And the example of using Gitmo and it’s vote in congress, and it’s defunding, only to highlight the same mindset and opposition in congress and the public for bringing KSM and the others onto American soil for any reason whatsoever. Same difference.
Nick
@Svensker:
Oh, you don’t remember?
http://www.euronews.net/2009/11/19/obama-defends-911-suspects-ny-trial/
http://www.npr.org/templates/story/story.php?storyId=120530053
http://news.smh.com.au/breaking-news-world/americans-should-not-fear-911-terror-trials-obama-20091118-impi.html
No offense and don’t take this personally, but I getting fucking sick of people complaining that Obama hasn’t done things he’s actually done. He defended the trial, no one had his back, least of whom were the cowardly pussies who call themselves Democrats I live amongst here in New York City.
He did the right thing and got burned by the cowards who call themselves the American people.
Davis X. Machina
@General Stuck: Not an exception though. It took a war for him to get away with it, even though it was right, and supported by a noisy minority.
No war, and Lincoln’s just another chapter in Profiles in Courage.
Nick
@BTD:
In this case BTD, he was most definitely failed. No one defended him. He was left to defend himself. Of course he was going to lose.
and he had the permission he needed to do it, namely that of the government of NYC.
Ned Ludd
So Obama can assassinate people he decides are a threat without any judicial review; but he also can’t bring anyone to trial if he decides that he might get criticized for doing that.
The common thread here is Obama’s dismissive attitude towards the judicial branch.
General Stuck
@BTD:
Obama at least made the effort to do the right thing, I don’t consider that as particularly heroic, but it is doing his job, where Cole’s post points out that congress is not doing their job, and is, or would, legally prevent Obama from carrying out his duties, by using their powers of the purse. So no, Cole’s post is spot on, in every way that is relevant here.
BTD
@Lolis:
Why didn’t a “no civilian trial for KSM” pass then? Why are you so sure it would?
But more importantly, UNTIL such a law id passed and the President signs it or Congress overrides the President’s veto, and if such a law survives a court challenge, the Justice Dep’t has the power to try KSM in a civilian court.
To wit, RIGHT NOW, it is the President’s call. In some hypothetical that you can concoct, Obama might be powerless, but in the world we actually are in, he’s not.
Nick
@General Stuck: .
He did, but of course the professional lefties won’t remember. If it didn’t work, it never happened
Nick
@Ned Ludd:
Fixed
BTD
@General Stuck:
Oh well, hooray for Obama! Actually, I disagree, I thought the whole idea was stuipid on policy and politically. It was stupid of Holder to want to try KSM in NYC. Rahm was right on this.

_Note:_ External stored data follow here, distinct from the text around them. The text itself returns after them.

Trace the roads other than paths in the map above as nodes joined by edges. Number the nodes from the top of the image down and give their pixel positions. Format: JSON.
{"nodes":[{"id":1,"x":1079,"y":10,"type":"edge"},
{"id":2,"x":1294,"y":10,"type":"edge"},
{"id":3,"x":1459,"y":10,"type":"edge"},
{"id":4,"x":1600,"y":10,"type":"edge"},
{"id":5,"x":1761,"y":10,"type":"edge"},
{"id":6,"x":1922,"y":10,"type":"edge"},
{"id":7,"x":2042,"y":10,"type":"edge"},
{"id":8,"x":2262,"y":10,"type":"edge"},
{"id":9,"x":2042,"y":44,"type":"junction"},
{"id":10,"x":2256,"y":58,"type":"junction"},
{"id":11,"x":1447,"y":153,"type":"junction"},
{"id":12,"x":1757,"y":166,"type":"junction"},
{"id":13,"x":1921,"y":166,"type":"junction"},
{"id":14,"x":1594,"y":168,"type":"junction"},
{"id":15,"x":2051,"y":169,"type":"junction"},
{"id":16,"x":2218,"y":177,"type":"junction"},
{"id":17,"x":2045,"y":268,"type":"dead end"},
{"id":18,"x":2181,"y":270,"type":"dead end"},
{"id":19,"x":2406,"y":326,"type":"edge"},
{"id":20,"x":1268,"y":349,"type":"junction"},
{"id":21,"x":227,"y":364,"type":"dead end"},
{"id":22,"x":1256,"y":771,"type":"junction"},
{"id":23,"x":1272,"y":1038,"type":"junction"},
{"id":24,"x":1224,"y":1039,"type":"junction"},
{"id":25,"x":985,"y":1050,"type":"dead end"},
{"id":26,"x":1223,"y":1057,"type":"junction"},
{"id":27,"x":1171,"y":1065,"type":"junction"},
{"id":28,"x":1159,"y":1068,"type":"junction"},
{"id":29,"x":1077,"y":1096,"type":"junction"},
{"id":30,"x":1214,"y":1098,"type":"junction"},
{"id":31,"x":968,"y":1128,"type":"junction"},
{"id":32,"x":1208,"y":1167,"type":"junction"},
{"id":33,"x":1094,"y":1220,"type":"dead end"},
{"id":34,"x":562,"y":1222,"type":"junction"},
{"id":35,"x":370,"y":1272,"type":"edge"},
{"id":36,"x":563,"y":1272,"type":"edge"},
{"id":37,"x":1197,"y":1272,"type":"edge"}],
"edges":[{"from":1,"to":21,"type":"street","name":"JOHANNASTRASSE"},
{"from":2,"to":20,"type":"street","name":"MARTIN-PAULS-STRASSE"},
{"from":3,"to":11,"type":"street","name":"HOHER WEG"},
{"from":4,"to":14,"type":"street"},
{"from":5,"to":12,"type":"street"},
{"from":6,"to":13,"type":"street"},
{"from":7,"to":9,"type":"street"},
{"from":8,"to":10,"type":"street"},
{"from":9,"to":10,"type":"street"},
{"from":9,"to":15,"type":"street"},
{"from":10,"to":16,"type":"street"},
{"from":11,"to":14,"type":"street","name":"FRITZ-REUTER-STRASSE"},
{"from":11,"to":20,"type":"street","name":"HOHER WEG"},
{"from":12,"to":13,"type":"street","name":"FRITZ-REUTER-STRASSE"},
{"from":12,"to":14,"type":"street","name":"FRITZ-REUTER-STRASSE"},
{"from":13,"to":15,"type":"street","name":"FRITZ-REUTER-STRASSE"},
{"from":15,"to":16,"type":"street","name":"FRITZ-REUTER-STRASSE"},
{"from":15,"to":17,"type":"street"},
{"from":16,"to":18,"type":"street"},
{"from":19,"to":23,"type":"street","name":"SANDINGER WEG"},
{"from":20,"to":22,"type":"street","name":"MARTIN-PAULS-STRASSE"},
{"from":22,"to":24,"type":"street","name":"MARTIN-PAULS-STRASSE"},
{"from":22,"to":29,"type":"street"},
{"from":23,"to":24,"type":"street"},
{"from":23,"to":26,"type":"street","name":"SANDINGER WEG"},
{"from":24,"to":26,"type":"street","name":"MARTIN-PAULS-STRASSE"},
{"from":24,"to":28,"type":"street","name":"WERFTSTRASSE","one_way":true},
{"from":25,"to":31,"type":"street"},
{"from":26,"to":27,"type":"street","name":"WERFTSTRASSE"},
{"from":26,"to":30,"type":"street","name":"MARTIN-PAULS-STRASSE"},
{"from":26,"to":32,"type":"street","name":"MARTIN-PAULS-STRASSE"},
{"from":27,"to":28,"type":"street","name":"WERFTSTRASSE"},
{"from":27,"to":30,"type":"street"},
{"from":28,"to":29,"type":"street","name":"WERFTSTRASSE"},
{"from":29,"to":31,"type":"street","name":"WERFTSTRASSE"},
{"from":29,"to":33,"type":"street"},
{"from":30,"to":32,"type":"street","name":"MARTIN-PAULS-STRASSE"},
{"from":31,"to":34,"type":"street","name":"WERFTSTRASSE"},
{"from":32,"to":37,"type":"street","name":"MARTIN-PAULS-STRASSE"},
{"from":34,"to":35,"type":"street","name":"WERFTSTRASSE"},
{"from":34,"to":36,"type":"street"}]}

And here is the bottom line, Obama can still “do the right thing” right (as John Cole defines it) right now. You just do not want to accept this obvious fact.
I have not written a word of criticism of Obama on this because, frankly, KSM getting a civilian trial in NYC is one of the least important issues I can imagine. And I think the issue should be decided against a civilian trial in NYC for KSM and instead he should have a military trial in in Gitmo.
My beef is with this ridiculous post by Cole.
Nick
@WyldPirate:
after a fight. He fought for what’s right and then when he lost, he accepted defeat and moved on.
Isn’t that what you people wanted? A Fight? You got one. You lost. Fucking deal with it.
J sub D
The more Obama and the Dems cave to the far right, the bigots and the bed-wetters, the more emboldened they become. That was Harry Reid coming out against the almost on ground zero YMMA community center, right?
Well, he kept his seat and that’s what really matters. Having party members elected is far more important than staying true to your civil rights and civil liberties rhetoric. After all, selling your soul for votes is a time honored tradition in both political parties.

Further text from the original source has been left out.